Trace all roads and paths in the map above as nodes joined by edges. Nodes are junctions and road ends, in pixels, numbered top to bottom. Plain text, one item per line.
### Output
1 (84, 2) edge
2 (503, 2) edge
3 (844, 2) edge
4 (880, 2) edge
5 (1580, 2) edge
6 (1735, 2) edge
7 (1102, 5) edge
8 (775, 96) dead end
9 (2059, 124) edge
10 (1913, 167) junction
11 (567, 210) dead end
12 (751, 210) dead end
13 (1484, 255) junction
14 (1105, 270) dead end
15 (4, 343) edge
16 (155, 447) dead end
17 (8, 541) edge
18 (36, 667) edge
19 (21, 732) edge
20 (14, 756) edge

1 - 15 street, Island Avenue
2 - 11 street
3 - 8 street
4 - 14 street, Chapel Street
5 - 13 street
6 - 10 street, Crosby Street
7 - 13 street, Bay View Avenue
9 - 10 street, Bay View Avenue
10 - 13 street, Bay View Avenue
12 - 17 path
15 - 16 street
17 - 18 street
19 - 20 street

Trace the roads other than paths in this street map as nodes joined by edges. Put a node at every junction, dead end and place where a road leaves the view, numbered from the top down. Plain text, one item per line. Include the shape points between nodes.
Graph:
* * *
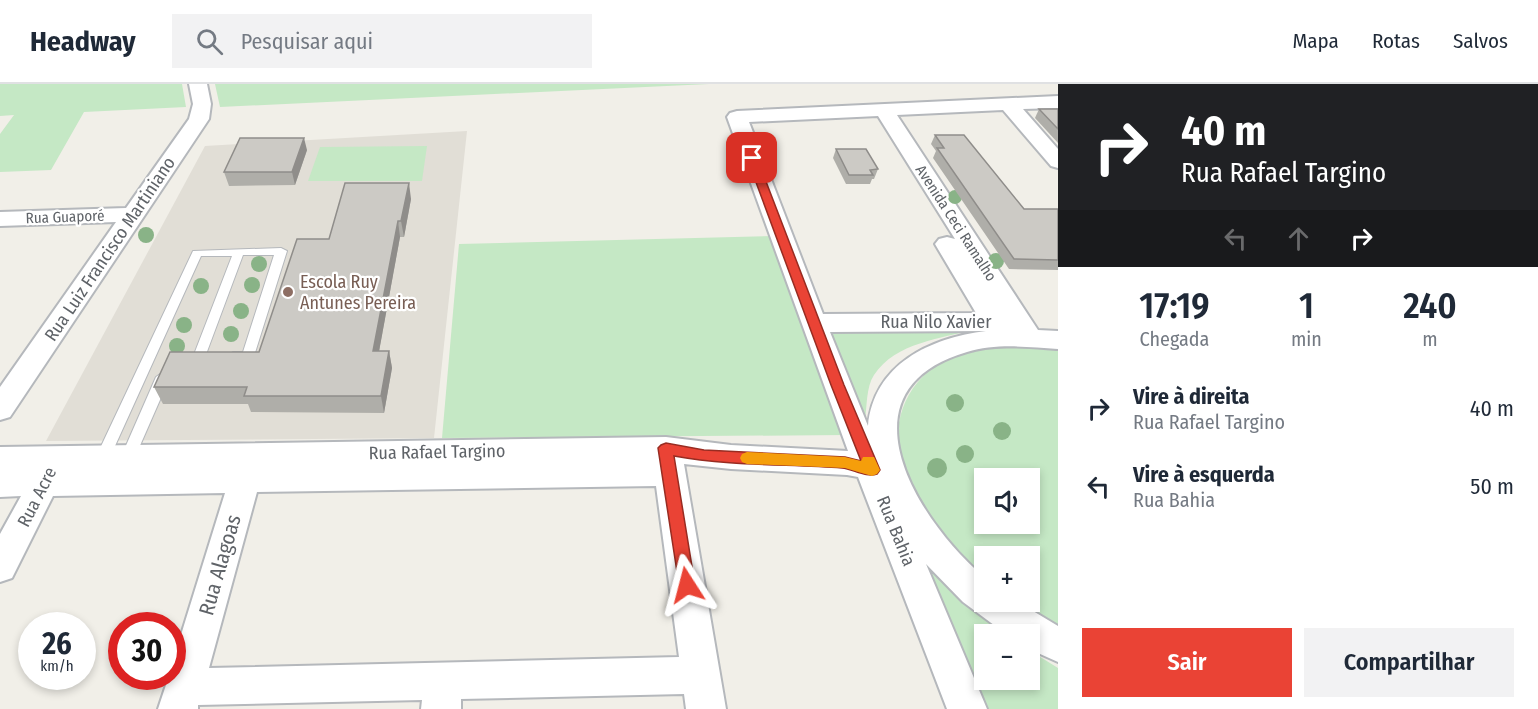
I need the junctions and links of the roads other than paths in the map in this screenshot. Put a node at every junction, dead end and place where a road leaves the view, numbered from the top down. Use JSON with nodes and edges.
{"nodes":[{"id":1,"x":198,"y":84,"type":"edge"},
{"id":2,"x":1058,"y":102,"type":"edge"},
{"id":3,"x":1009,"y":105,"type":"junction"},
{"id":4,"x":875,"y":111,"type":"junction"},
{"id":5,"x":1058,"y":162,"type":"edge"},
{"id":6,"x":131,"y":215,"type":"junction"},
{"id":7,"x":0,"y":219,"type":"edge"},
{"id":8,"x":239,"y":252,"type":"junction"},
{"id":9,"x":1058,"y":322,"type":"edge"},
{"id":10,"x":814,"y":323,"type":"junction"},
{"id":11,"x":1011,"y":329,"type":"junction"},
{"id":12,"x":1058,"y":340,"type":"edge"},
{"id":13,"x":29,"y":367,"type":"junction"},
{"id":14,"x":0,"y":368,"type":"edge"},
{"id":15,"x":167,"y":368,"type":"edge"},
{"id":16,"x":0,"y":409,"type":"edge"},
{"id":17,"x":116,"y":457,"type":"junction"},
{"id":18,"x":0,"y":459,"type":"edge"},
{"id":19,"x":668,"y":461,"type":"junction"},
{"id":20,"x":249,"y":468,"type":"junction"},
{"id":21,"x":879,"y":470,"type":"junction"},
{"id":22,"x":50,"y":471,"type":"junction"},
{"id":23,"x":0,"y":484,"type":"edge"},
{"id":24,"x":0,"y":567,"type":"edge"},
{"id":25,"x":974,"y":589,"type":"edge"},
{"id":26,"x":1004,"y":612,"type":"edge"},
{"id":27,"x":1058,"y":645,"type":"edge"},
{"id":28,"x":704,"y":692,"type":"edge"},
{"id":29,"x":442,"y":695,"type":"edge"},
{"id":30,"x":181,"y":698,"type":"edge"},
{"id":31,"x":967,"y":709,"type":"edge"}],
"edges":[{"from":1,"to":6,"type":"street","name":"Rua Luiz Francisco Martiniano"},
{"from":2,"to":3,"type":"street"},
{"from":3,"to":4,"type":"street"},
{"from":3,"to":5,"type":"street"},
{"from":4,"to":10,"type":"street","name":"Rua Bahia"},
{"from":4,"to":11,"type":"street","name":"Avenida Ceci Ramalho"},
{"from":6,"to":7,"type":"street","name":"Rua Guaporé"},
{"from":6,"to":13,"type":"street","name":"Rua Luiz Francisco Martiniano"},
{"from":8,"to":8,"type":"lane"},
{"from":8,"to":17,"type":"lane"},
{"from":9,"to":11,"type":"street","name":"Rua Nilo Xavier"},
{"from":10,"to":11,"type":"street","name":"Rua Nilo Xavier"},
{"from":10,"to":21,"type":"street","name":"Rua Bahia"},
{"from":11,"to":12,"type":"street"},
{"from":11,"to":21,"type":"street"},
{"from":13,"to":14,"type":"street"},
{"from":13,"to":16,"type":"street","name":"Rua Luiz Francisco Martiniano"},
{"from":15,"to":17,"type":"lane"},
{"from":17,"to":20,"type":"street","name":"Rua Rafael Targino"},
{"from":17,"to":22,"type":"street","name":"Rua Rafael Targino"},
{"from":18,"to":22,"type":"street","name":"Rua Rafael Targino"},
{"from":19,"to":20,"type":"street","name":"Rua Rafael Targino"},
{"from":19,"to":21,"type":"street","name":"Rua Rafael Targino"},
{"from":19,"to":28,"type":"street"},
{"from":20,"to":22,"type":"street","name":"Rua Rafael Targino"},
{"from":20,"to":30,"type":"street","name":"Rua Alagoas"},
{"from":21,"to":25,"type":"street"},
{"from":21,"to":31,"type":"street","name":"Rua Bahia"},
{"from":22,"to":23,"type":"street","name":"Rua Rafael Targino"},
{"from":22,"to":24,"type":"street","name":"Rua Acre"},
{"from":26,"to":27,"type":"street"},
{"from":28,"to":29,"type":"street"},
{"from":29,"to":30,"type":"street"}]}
--
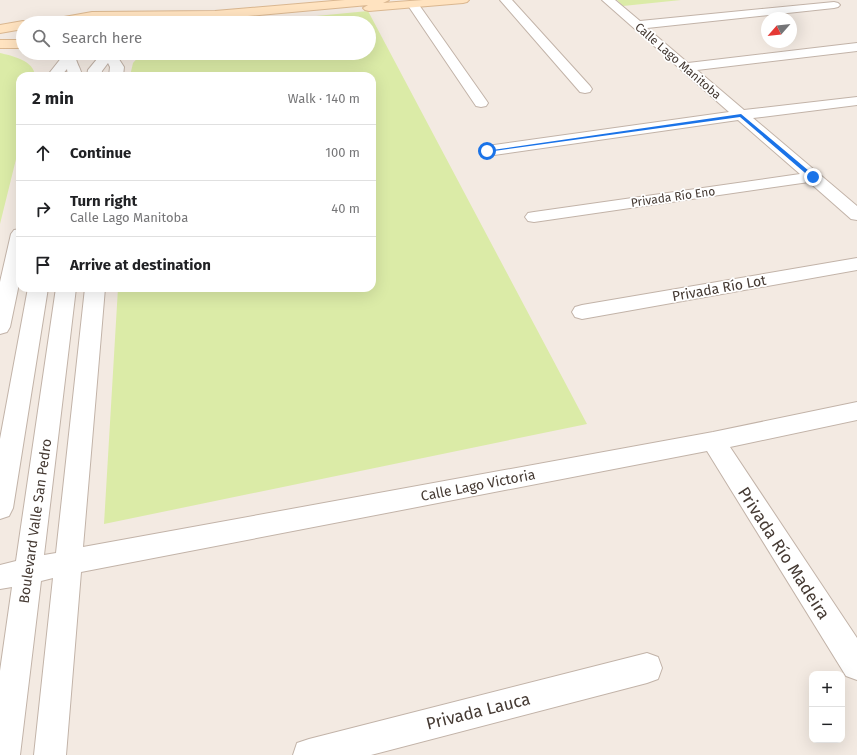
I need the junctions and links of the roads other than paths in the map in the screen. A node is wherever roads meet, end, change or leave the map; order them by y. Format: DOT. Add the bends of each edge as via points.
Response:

The problem → Gather up the lines containing the word "text" from these records and copy them.

Answer section →
Trace all roads and paths in the map above as nodes joined by edges. Nodes are junctions and road ends, in pixels, numbered top to bottom. Plain text, one item per line.
Trace the roads other than paths in this street map as nodes joined by edges. Put a node at every junction, dead end and place where a road leaves the view, numbered from the top down. Plain text, one item per line. Include the shape points between nodes.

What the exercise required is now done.